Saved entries
====================
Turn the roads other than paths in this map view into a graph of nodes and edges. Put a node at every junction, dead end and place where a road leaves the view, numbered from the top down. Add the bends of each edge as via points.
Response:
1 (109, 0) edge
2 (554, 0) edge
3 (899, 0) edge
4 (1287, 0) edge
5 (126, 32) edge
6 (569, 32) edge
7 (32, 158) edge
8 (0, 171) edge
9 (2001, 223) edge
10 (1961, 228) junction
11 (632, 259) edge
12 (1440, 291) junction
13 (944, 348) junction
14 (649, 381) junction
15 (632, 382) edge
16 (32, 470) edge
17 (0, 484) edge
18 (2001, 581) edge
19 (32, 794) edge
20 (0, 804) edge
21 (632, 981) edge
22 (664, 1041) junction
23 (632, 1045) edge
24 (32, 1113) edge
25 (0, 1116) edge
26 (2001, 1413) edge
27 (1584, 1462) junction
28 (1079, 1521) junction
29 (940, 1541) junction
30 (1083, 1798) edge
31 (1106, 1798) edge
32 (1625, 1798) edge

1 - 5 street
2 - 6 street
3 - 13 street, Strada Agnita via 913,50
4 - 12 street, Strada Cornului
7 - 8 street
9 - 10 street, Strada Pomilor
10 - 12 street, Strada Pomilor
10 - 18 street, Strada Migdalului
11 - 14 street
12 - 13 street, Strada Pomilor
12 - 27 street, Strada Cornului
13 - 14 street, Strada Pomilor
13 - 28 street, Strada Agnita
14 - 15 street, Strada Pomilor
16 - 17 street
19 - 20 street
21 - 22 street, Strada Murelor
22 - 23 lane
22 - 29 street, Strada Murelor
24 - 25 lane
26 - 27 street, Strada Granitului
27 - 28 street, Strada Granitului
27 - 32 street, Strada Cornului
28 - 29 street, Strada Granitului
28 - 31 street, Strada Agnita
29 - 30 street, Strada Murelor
====================
### WHAT TO DO
Each line above that contains the string "Granitului" should be identified and copied.

### RESULT FOR THIS TASK
26 - 27 street, Strada Granitului
27 - 28 street, Strada Granitului
28 - 29 street, Strada Granitului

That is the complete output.